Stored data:

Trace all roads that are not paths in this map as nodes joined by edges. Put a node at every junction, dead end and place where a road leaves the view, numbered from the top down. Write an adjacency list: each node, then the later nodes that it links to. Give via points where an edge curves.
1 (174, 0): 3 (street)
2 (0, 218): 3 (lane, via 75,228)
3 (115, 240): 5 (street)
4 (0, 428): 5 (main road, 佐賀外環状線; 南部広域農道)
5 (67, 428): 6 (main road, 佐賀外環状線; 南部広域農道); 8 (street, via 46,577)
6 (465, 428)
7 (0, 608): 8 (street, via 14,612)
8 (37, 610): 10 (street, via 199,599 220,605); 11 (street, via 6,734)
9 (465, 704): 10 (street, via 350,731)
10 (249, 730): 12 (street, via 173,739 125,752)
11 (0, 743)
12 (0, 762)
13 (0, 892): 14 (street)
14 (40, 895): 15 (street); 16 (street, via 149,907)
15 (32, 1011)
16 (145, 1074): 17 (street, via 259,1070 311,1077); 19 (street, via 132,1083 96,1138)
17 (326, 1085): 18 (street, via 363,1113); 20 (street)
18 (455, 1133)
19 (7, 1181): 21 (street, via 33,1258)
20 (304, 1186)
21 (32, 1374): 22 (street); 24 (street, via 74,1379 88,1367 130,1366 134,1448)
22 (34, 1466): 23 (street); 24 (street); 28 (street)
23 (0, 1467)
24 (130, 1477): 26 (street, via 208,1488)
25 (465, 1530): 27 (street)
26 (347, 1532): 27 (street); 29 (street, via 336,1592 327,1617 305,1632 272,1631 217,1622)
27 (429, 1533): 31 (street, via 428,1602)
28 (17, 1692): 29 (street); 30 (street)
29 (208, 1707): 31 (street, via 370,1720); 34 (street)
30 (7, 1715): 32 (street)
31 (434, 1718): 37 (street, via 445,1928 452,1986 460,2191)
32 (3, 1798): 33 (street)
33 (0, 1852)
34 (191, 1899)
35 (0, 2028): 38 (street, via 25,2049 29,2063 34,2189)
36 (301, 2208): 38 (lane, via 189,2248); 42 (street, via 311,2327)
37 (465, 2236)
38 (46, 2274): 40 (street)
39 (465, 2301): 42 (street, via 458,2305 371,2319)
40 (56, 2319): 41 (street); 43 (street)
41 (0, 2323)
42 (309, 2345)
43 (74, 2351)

--

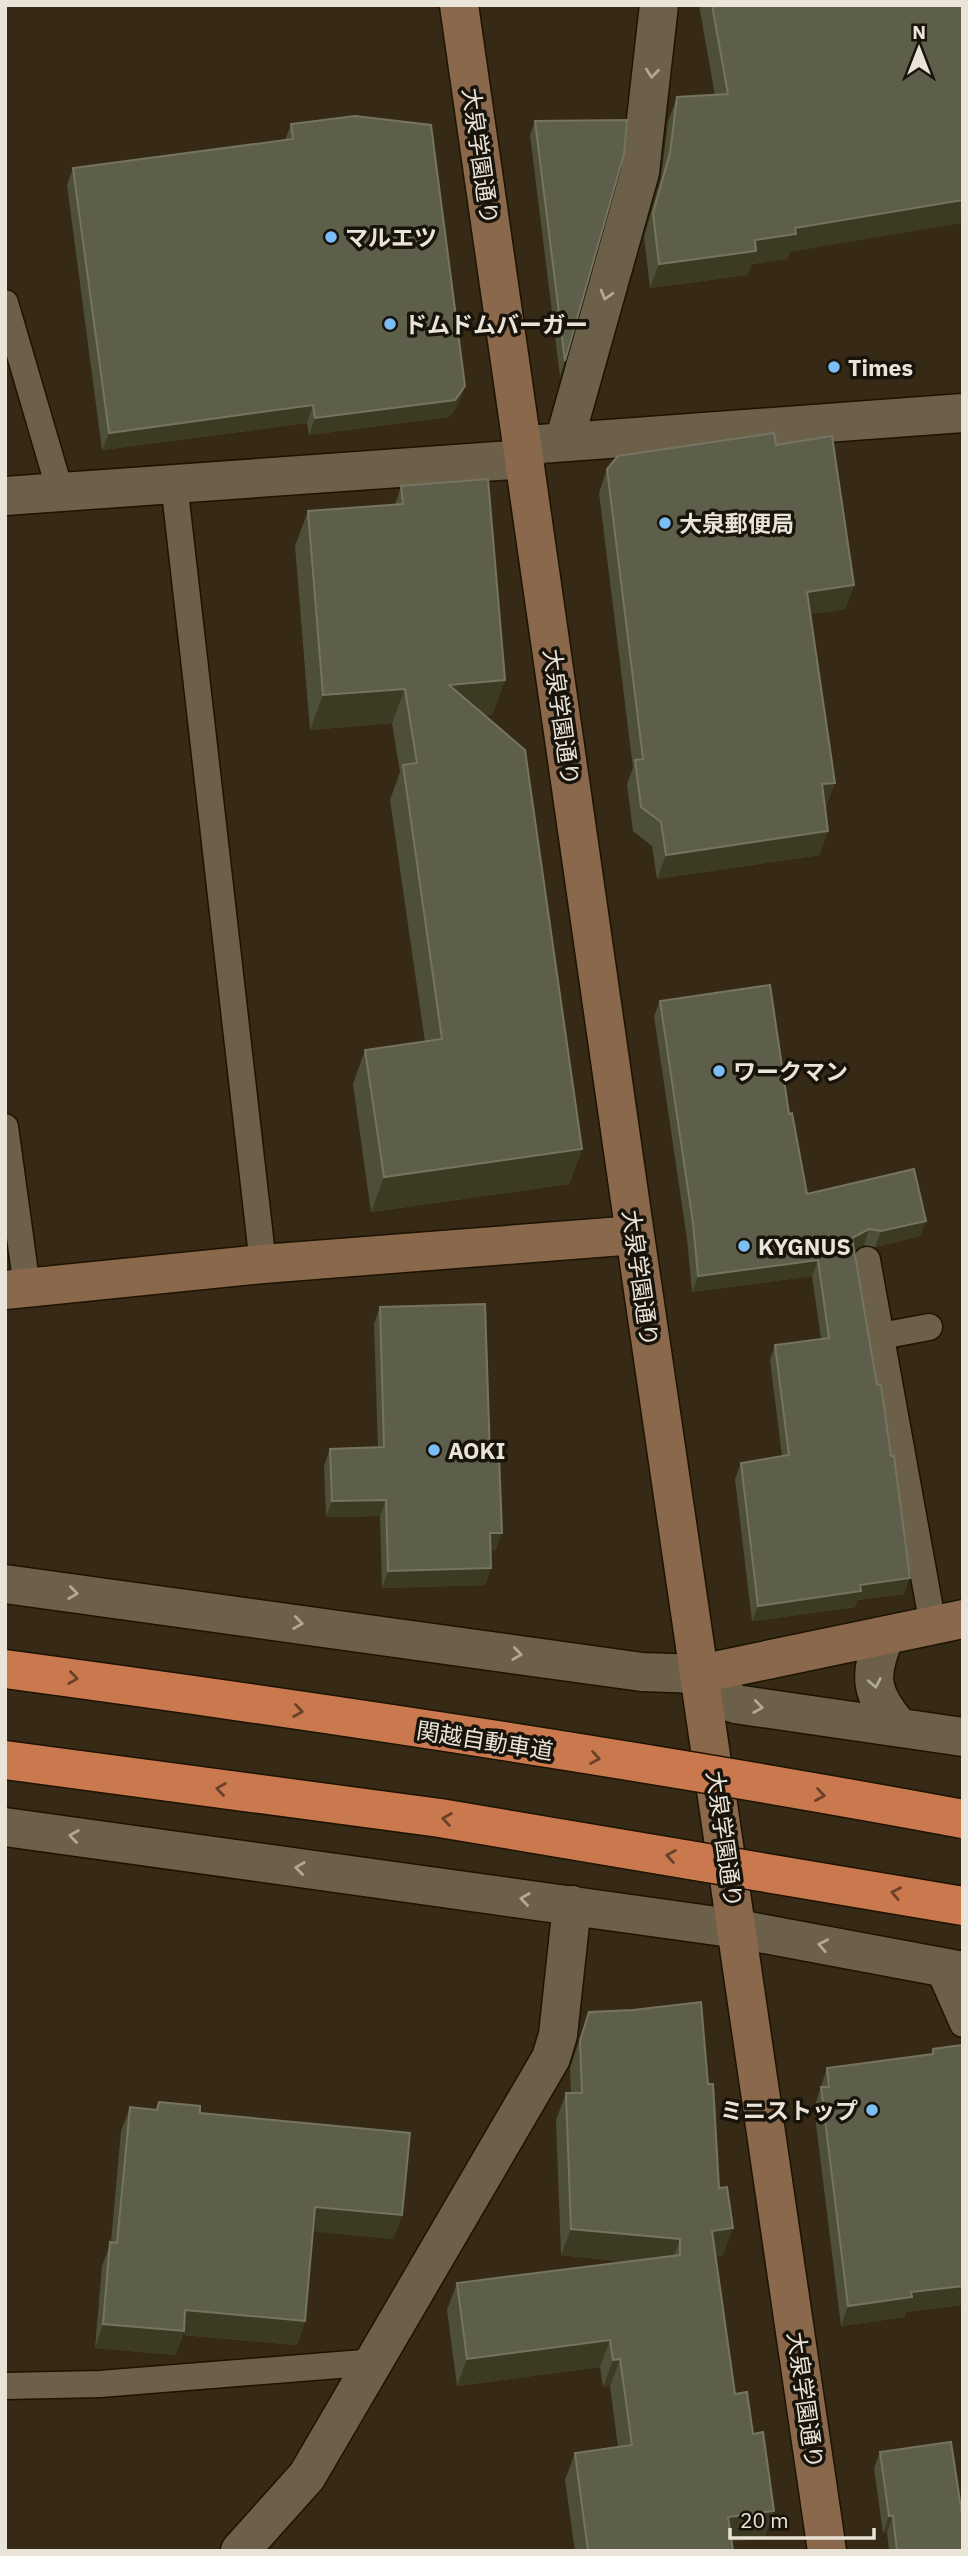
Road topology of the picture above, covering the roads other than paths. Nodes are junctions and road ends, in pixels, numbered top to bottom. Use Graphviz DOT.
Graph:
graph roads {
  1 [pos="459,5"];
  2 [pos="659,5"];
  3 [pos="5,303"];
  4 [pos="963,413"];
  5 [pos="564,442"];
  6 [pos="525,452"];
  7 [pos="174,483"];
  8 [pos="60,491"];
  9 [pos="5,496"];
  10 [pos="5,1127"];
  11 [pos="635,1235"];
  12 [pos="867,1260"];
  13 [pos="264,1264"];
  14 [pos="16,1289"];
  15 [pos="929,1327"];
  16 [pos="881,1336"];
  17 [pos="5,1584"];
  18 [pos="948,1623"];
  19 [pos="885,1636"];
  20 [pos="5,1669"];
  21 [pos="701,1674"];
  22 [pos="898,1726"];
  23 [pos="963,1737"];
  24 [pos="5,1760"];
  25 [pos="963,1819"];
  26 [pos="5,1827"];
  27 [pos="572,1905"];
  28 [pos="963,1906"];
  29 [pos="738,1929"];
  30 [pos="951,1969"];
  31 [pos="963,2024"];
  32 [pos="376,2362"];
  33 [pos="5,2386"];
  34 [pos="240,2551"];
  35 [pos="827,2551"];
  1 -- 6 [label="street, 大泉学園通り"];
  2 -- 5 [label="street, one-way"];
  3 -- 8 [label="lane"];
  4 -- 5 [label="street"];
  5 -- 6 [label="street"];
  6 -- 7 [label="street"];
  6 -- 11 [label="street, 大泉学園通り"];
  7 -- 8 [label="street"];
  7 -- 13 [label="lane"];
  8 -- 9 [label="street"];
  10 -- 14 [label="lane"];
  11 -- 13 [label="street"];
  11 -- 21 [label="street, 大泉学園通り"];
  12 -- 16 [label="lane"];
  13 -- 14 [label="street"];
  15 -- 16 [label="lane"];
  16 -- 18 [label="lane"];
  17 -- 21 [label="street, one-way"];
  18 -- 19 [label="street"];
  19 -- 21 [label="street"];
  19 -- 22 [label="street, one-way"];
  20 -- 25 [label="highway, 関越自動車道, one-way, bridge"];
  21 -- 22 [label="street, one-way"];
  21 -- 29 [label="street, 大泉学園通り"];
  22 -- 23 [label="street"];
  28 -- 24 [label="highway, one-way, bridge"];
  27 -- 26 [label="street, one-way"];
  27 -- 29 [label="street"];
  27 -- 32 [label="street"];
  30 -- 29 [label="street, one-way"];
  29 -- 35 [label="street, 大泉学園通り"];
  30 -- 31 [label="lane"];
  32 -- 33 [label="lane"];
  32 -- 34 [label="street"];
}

What the exercise asks — The answer must be every line from the records above that contains "paths".

Written reply —
Trace all roads that are not paths in this map as nodes joined by edges. Put a node at every junction, dead end and place where a road leaves the view, numbered from the top down. Write an adjacency list: each node, then the later nodes that it links to. Give via points where an edge curves.
Road topology of the picture above, covering the roads other than paths. Nodes are junctions and road ends, in pixels, numbered top to bottom. Use Graphviz DOT.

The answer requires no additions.